I laughed. It was a mini, bright red with tiny wheels and a body like a lunchbox.
“How do you fit into it?”
“Jack’s beanstalk’s giant could fit into it. Hey, you’re on the wrong side—unless you want to drive.”
We scrambled in, Sebastian folding himself improbably behind the wheel, and as the car roared off at a fierce pace through the narrow streets of Cambridge, I saw rows of tiny houses and glimpses of green trees and distant spires.
“Oxford’s okay,” said Sebastian, “but this is better. We’re not going through the main sightseeing areas at the moment, but later I’ll take you around and you can clap your hands and say ‘gee whiz’ and make all the noises an American tourist is supposed to make.”
Sebastian was dressed like an Englishman, in baggy gray flannels, which were clearly the relic of some bygone era, a shabby tweed jacket patched with leather at the elbows, and a sports shirt which might once have been white but had faded to a mild gray. He was going bald at the crown and made no effort to conceal it. He drove with great skill and cursed a lot under his breath whenever a bigger car forgot to give him a wide berth.
“How’s New York?” he said. “I hear that kid Donald Shine’s still busy terrorizing Wall Street. What’s his next target going to be? Does anyone have any ideas?”
“The rumor is he’ll go gunning for another insurance company, but nobody’s sure.” I was too busy admiring the scenery to talk of Donald Shine. Ahead of us a wide stretch of grass was reminding me of an English village green, and a second later Sebastian said as he navigated a traffic circle, “That’s Midsummer Common and there’s my house on the edge—the black one with the white front door.”
The house, one of a row, was small and square, with a satisfyingly symmetrical facade. Since the tiny front garden bordered the common, we had to leave the car in the alley at the rear and approach the house through the backyard.

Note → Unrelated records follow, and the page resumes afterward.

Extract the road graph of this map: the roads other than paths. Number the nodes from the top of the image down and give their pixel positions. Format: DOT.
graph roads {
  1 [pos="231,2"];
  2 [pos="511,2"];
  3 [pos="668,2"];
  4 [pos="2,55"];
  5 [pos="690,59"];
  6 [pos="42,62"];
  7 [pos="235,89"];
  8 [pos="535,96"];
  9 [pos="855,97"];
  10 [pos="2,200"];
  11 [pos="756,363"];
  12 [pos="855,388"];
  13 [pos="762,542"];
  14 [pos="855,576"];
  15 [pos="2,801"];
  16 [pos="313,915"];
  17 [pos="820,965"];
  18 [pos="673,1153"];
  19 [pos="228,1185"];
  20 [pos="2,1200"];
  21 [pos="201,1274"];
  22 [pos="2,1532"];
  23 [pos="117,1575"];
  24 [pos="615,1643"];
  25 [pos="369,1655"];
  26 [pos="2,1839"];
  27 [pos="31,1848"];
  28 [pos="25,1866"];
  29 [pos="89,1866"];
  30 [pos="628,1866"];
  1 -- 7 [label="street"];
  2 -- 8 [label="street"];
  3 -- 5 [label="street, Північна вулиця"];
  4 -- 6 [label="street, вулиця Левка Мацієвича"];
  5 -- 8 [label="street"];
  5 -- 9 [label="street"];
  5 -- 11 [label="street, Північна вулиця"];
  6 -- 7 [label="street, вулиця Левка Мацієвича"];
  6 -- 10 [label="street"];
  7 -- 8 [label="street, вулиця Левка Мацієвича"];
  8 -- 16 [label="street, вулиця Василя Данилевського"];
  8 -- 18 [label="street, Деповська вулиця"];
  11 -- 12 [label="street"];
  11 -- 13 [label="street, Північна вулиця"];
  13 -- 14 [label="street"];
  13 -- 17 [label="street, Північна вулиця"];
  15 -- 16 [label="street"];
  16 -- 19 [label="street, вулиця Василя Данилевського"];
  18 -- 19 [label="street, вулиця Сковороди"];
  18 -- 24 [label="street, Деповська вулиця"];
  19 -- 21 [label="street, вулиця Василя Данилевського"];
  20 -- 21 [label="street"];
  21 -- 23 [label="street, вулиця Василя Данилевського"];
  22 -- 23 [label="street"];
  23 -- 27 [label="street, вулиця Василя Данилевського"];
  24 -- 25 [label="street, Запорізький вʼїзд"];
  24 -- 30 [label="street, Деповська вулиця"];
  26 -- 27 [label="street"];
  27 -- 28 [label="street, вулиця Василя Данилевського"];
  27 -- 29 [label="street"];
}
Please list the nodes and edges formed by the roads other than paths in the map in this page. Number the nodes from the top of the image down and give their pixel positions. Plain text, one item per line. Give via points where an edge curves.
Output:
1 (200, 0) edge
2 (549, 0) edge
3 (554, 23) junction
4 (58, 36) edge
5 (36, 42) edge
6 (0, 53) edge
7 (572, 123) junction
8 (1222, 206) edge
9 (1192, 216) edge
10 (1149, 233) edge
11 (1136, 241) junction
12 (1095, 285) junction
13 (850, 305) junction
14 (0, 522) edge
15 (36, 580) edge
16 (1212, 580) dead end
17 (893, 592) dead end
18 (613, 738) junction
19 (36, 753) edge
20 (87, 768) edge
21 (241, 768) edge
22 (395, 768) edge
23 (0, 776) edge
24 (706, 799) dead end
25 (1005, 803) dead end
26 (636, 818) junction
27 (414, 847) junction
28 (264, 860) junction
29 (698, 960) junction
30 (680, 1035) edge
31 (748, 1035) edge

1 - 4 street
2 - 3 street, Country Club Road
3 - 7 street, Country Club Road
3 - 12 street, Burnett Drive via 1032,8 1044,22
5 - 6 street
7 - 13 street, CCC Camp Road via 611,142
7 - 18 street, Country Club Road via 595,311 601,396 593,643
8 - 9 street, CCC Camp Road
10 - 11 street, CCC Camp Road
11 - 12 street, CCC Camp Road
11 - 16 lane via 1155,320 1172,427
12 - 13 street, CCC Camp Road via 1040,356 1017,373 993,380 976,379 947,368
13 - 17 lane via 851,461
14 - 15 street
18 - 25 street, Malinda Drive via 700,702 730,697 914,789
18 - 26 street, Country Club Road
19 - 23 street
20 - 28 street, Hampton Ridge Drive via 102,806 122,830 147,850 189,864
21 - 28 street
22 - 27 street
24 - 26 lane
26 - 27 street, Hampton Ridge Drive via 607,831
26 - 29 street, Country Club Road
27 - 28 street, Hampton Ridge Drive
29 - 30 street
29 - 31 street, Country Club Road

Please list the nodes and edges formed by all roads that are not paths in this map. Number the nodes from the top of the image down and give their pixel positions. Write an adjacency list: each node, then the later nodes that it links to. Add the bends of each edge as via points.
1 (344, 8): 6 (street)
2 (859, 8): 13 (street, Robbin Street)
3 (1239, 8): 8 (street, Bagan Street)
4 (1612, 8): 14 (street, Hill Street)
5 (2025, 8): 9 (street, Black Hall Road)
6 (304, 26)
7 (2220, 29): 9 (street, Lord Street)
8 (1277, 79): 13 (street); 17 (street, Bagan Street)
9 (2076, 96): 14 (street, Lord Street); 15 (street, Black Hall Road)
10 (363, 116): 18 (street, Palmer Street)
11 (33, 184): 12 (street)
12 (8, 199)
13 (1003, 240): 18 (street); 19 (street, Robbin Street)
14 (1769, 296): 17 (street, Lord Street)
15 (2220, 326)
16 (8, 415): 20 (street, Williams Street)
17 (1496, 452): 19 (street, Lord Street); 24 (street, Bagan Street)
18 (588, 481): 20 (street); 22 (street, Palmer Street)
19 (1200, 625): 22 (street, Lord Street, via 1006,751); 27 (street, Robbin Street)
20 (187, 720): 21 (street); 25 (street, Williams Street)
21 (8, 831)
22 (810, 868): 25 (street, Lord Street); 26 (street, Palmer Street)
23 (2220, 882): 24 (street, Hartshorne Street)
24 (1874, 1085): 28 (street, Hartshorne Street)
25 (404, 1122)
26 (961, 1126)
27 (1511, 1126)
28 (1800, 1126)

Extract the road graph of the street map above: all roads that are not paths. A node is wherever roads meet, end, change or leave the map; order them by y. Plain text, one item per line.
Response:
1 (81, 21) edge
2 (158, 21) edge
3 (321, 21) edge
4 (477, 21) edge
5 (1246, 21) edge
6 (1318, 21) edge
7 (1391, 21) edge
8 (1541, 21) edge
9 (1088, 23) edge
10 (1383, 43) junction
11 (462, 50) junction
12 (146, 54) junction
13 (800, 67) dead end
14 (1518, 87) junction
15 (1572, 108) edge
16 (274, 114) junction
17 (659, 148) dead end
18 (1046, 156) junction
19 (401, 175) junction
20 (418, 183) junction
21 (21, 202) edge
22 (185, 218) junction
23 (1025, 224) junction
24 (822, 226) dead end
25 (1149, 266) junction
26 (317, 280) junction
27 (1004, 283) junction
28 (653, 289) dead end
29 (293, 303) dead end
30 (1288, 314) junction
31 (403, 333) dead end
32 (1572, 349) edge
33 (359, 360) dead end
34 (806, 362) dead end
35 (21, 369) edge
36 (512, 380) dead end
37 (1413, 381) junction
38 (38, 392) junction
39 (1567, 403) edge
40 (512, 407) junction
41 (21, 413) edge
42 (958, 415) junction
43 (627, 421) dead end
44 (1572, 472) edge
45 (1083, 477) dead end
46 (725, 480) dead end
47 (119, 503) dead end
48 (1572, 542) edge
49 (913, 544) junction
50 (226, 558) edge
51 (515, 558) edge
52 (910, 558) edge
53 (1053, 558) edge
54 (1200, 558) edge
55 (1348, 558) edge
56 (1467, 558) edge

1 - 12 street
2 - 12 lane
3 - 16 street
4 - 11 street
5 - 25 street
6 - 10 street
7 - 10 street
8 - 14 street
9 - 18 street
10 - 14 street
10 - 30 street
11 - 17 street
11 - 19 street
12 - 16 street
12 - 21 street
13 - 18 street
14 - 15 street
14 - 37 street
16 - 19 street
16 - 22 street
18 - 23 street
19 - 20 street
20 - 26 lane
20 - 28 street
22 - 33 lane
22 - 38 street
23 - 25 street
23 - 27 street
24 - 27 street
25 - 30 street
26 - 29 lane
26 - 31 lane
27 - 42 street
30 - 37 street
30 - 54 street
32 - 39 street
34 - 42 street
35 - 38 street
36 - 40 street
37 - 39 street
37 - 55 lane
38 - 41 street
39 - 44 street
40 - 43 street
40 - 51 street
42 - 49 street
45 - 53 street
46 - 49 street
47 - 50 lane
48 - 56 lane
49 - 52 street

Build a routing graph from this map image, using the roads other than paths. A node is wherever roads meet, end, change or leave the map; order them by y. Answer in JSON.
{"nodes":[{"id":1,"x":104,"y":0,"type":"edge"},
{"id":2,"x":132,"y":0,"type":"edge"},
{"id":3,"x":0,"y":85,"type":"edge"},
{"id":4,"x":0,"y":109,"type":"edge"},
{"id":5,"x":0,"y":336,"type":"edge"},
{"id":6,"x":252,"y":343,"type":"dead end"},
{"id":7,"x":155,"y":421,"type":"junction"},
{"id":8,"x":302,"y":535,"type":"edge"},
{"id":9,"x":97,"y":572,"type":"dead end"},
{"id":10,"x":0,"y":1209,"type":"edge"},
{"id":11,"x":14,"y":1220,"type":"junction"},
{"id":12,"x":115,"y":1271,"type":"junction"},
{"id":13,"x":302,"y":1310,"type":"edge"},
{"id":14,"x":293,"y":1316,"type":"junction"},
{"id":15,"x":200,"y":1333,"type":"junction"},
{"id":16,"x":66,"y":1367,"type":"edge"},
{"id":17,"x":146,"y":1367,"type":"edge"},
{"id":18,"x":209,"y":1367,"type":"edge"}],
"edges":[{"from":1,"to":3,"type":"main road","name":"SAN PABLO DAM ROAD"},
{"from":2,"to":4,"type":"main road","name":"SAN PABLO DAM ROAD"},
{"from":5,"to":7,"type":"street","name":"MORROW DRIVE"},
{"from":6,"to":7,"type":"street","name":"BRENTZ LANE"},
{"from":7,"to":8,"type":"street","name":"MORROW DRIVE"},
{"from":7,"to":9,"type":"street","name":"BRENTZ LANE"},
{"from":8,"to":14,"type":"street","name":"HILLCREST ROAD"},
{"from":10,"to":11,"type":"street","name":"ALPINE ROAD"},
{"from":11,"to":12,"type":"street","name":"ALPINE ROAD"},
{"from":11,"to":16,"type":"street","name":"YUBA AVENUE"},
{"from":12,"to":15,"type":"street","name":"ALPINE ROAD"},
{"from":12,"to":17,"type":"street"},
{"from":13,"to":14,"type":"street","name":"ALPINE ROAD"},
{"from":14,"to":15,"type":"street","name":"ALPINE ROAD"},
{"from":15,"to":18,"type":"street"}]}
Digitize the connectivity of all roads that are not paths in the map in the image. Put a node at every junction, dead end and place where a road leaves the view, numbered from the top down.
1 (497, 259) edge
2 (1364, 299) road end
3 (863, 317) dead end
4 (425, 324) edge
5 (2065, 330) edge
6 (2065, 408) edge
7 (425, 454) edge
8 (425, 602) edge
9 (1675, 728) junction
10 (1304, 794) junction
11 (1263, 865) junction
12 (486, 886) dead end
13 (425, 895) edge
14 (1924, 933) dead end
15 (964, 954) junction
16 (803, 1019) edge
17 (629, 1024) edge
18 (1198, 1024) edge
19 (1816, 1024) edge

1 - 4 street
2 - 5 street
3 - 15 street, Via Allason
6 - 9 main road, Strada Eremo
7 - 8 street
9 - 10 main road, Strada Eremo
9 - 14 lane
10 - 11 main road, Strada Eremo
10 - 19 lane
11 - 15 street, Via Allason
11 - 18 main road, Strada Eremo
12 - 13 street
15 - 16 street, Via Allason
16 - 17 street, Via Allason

“What does Alfred think of it?” I couldn’t help asking. Elsa had a fondness for large luxurious modern homes, and her new husband’s taste obviously reflected her own. They had a mansion in Westchester and a fifteen-room penthouse in Manhattan.
“Alfred wants me to ship it all back to the States brick by brick. He wants it for a playhouse in his garden.”
He took me into a snug little living room, and while he fixed the drinks I wandered around looking at his pictures, his prints, and his books. We were silent, but the silence was comfortable. I had long since become accustomed to Sebastian’s silences.
“How’s the book?” I asked as he handed me my martini.
“No good. I’ve decided that my style of writing isn’t suited to a work about investment banking.”
“You mean you’re going to give it up?”
“Probably.”
“What are you going to do with yourself instead?”
“Don’t know. I think I’m going crazy. I find myself yearning not only for banking but also for the plastic society. Still …” He glanced out of the window at the pastoral tranquillity of Midsummer Common. “… it’s been a great rebellion. Everyone ought to have at least one chance in life to quit and ride off into the blue like the hero of one of those old-time cowboy movies who’s just lost the girl he loves to the guy who used to be his best friend … I’ve often wondered since what happened to all those old-time cowboys. Did they die of a broken heart under some far-off cactus? No, probably not. I’ll bet they ended up back on the range again, earning their living in the only way that appealed to them, and seeking out the only environment, repulsive though it might appear, which offered them the chance to be themselves.”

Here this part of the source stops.